**Exercise:**
Your answer should be a single number: the count of lines in the material below that hold "where".

**Supplied entries:**
☆ ☆ ☆

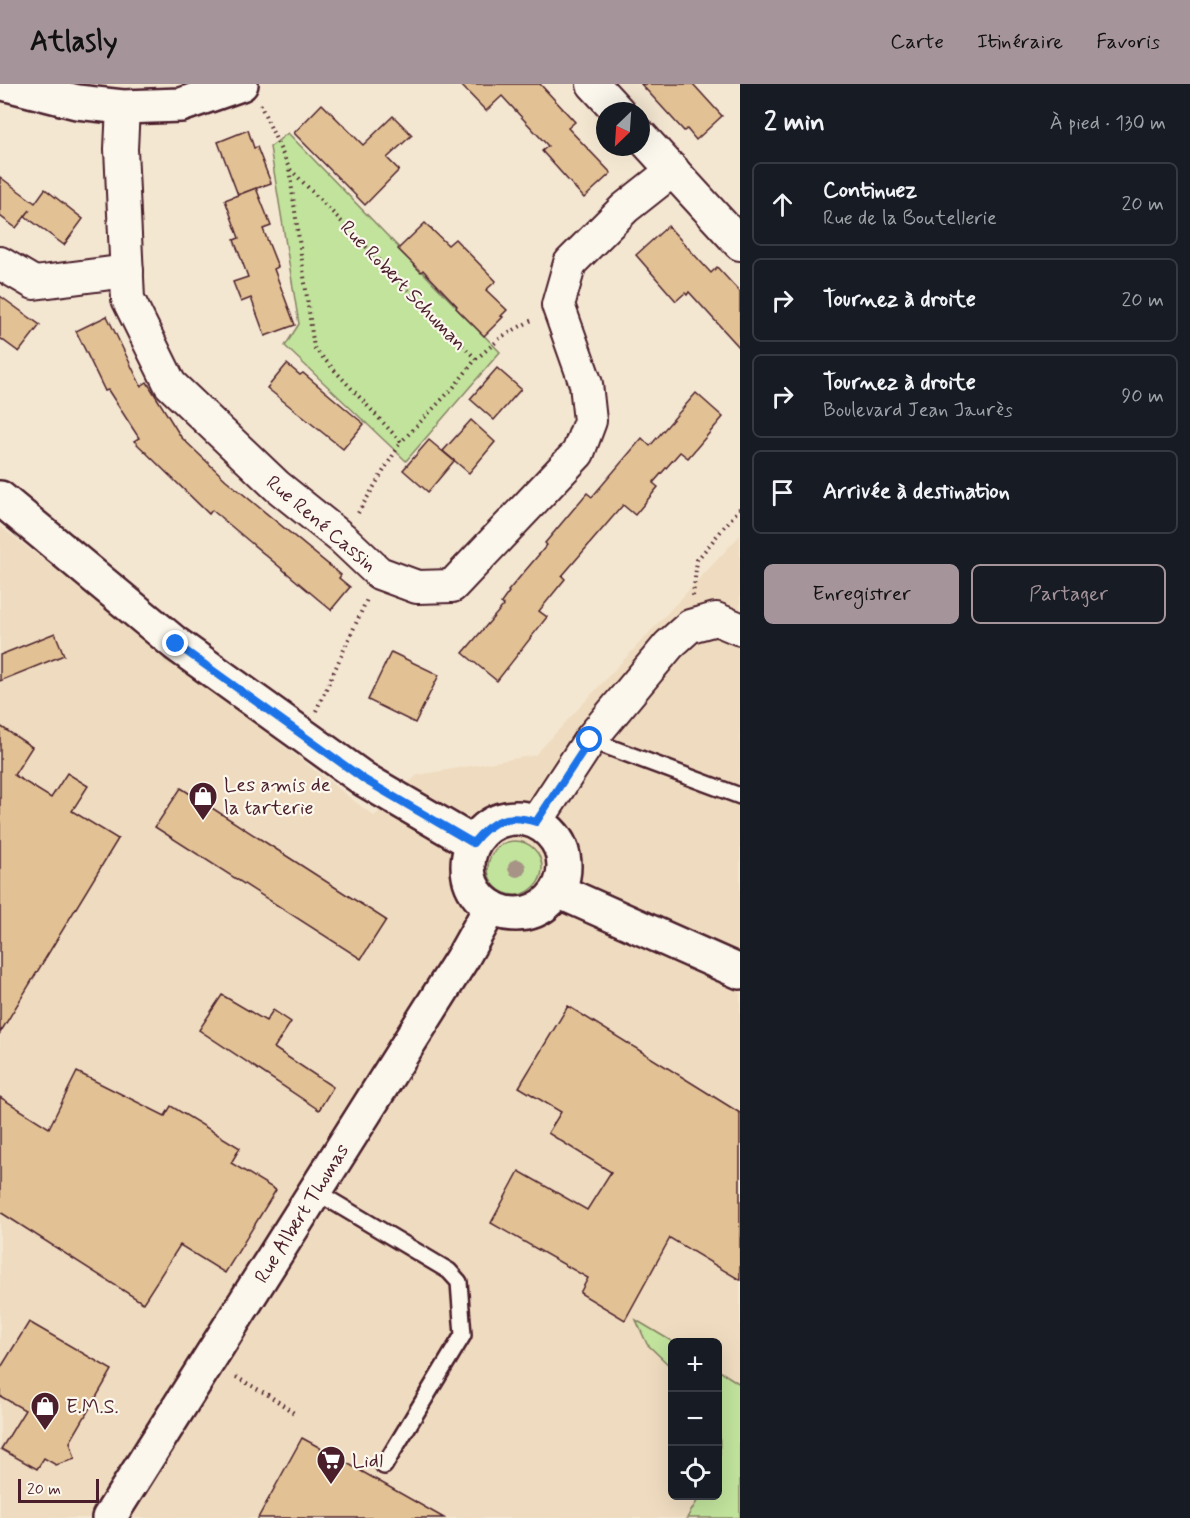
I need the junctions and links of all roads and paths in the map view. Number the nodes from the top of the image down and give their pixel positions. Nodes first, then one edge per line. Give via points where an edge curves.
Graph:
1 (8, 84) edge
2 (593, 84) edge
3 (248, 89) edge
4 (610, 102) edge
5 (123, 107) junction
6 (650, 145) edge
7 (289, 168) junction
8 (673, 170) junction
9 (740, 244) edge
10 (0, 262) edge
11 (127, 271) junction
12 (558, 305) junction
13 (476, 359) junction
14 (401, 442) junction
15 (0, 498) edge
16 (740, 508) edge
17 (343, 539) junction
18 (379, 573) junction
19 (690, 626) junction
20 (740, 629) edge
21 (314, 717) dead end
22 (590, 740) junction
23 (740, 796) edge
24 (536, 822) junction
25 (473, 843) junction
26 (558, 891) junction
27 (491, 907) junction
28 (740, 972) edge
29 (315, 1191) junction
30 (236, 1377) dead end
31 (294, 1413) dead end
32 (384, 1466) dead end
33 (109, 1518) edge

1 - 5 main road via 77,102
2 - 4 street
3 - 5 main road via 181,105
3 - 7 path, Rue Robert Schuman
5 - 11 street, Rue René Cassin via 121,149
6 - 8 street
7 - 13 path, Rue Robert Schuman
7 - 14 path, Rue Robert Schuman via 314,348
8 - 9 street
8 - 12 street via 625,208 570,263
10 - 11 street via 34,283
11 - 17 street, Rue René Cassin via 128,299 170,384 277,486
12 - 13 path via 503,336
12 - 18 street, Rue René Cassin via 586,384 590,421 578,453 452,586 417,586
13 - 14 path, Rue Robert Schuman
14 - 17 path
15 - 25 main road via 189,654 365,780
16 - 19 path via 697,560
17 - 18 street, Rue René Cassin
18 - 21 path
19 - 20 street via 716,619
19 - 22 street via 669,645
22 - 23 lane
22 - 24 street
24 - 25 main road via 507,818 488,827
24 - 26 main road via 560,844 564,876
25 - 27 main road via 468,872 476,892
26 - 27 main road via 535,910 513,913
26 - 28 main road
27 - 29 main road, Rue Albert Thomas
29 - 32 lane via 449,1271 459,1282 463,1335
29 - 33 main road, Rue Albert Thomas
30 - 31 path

☆ ☆ ☆

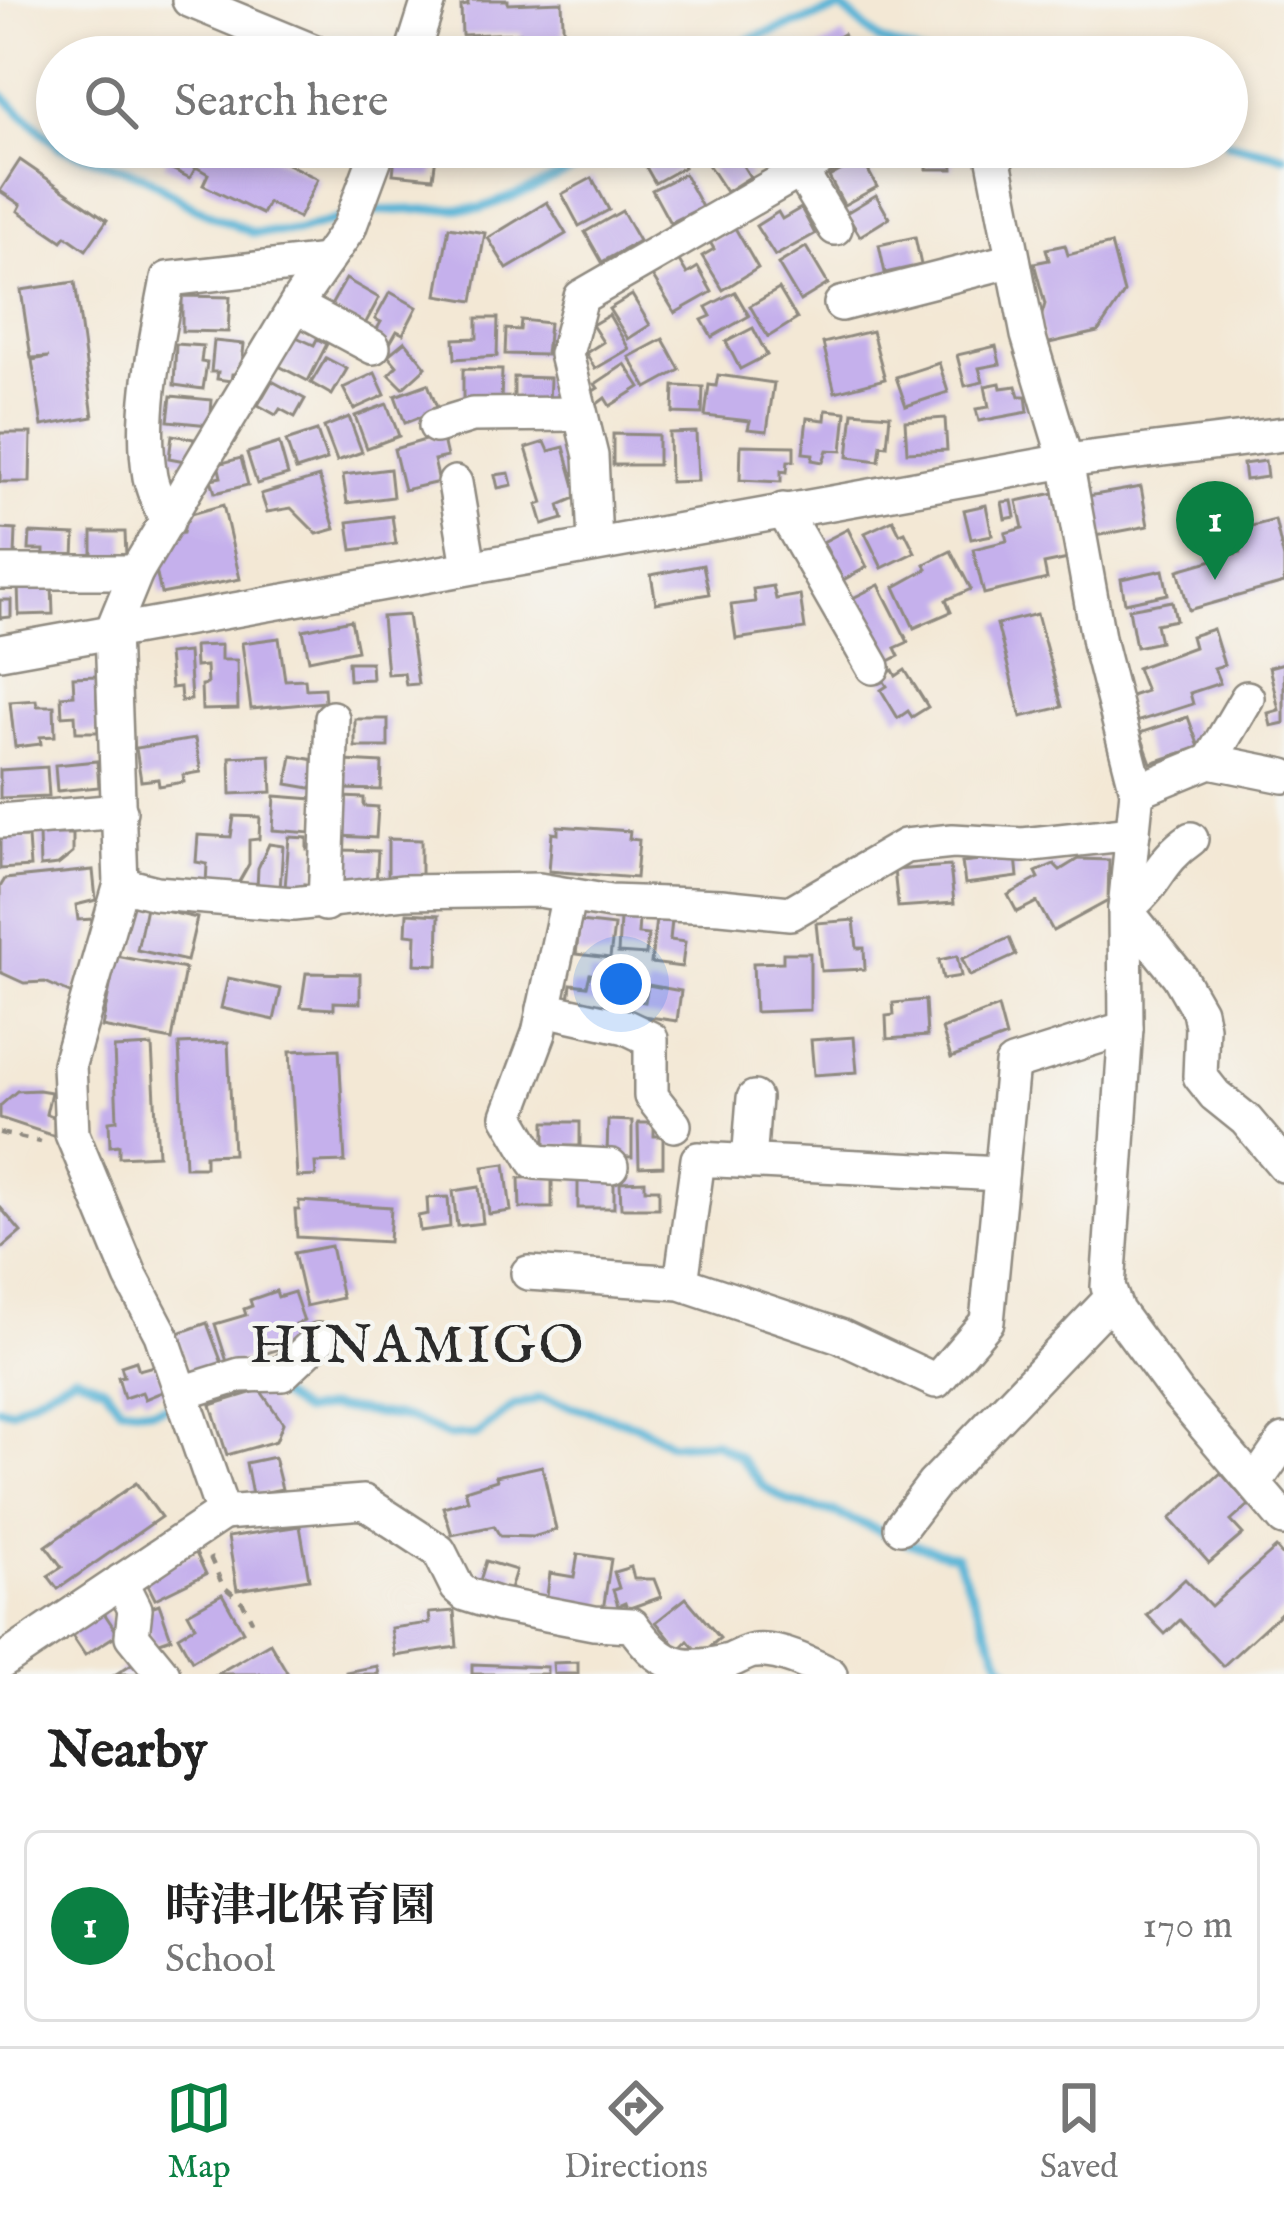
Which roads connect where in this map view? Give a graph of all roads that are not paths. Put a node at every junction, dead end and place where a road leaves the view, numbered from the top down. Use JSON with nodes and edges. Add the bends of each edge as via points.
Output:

☆ ☆ ☆

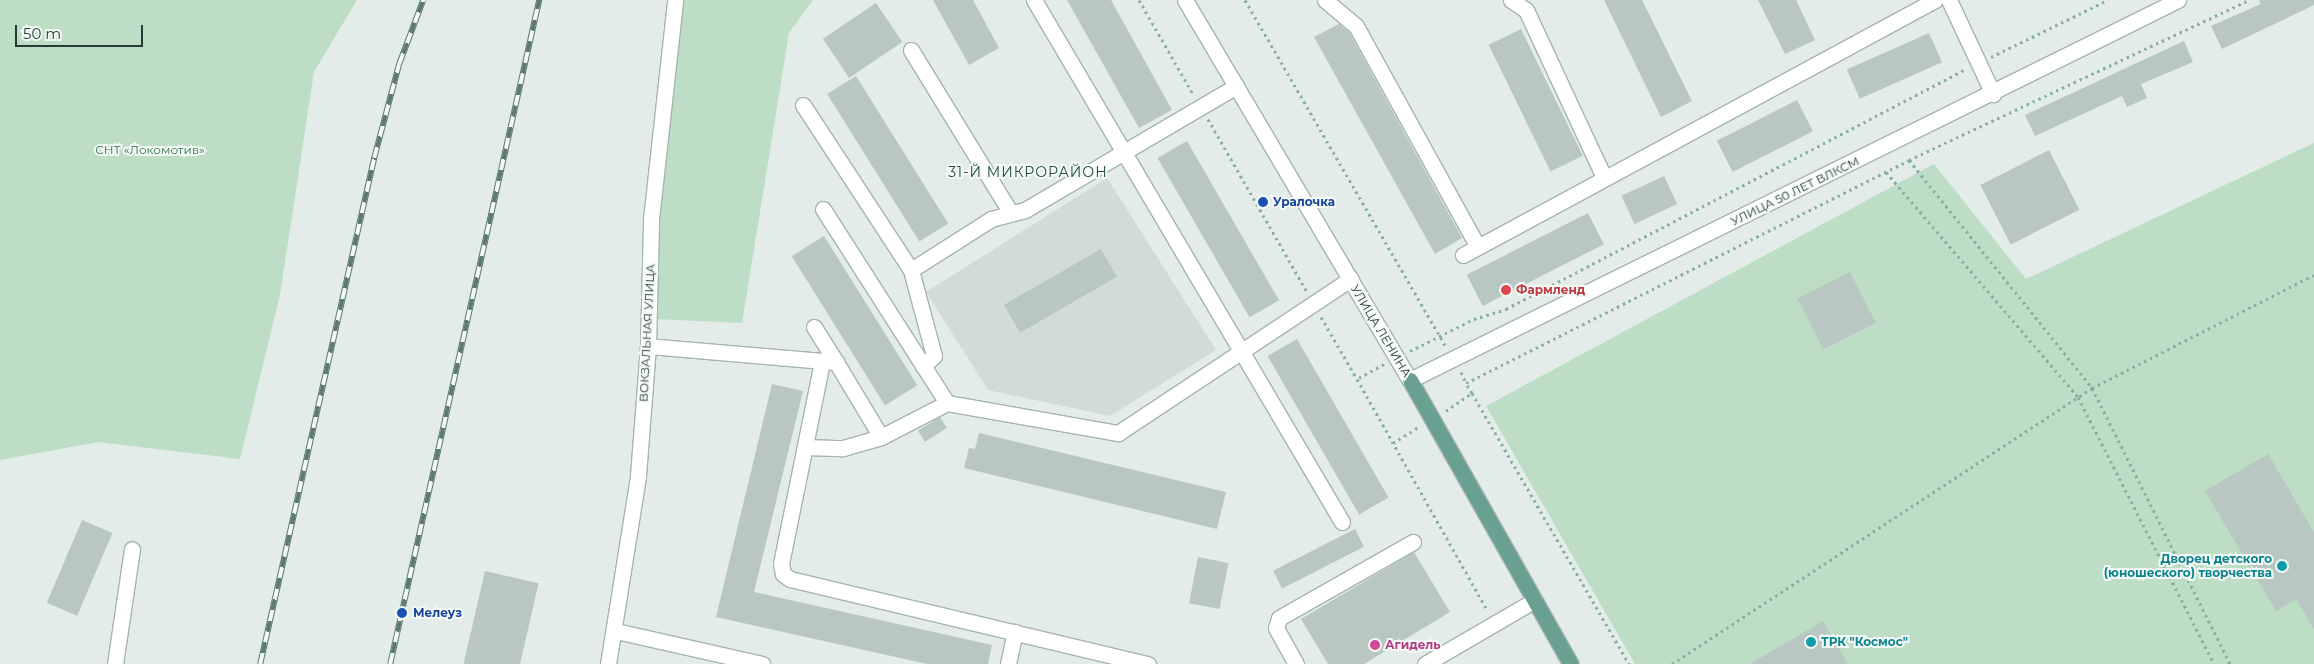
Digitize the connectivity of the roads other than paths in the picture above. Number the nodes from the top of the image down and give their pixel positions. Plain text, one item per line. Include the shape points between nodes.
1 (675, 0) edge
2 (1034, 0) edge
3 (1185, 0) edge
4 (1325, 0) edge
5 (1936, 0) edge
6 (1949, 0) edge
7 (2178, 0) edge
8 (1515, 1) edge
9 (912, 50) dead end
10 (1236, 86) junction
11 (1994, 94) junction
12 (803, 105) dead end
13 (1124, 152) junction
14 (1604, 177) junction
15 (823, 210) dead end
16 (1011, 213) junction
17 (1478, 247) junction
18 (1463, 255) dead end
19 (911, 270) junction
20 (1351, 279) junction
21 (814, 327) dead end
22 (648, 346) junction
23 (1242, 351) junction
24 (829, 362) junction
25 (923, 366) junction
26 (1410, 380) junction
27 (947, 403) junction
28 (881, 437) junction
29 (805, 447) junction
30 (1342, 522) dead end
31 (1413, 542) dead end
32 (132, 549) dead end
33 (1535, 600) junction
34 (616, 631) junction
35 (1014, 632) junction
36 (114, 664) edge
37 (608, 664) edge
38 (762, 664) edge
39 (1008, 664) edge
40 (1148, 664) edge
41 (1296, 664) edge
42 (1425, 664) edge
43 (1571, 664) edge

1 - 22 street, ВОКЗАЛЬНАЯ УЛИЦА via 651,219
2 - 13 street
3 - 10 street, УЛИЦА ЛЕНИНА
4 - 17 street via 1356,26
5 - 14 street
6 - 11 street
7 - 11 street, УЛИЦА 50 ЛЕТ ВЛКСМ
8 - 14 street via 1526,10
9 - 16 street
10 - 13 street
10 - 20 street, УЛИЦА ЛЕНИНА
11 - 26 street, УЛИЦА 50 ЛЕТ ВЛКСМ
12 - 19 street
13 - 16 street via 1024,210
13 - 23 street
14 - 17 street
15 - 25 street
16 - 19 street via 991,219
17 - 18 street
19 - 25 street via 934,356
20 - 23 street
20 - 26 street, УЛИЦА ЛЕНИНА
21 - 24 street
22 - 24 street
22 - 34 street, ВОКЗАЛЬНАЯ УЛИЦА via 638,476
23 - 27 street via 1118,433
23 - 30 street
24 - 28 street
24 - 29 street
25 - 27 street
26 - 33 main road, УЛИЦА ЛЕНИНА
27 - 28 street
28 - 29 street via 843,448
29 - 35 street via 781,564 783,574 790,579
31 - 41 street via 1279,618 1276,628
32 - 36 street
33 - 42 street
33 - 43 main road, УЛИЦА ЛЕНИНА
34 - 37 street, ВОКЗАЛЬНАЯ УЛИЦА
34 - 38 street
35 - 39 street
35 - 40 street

☆ ☆ ☆

**Task answer:**
2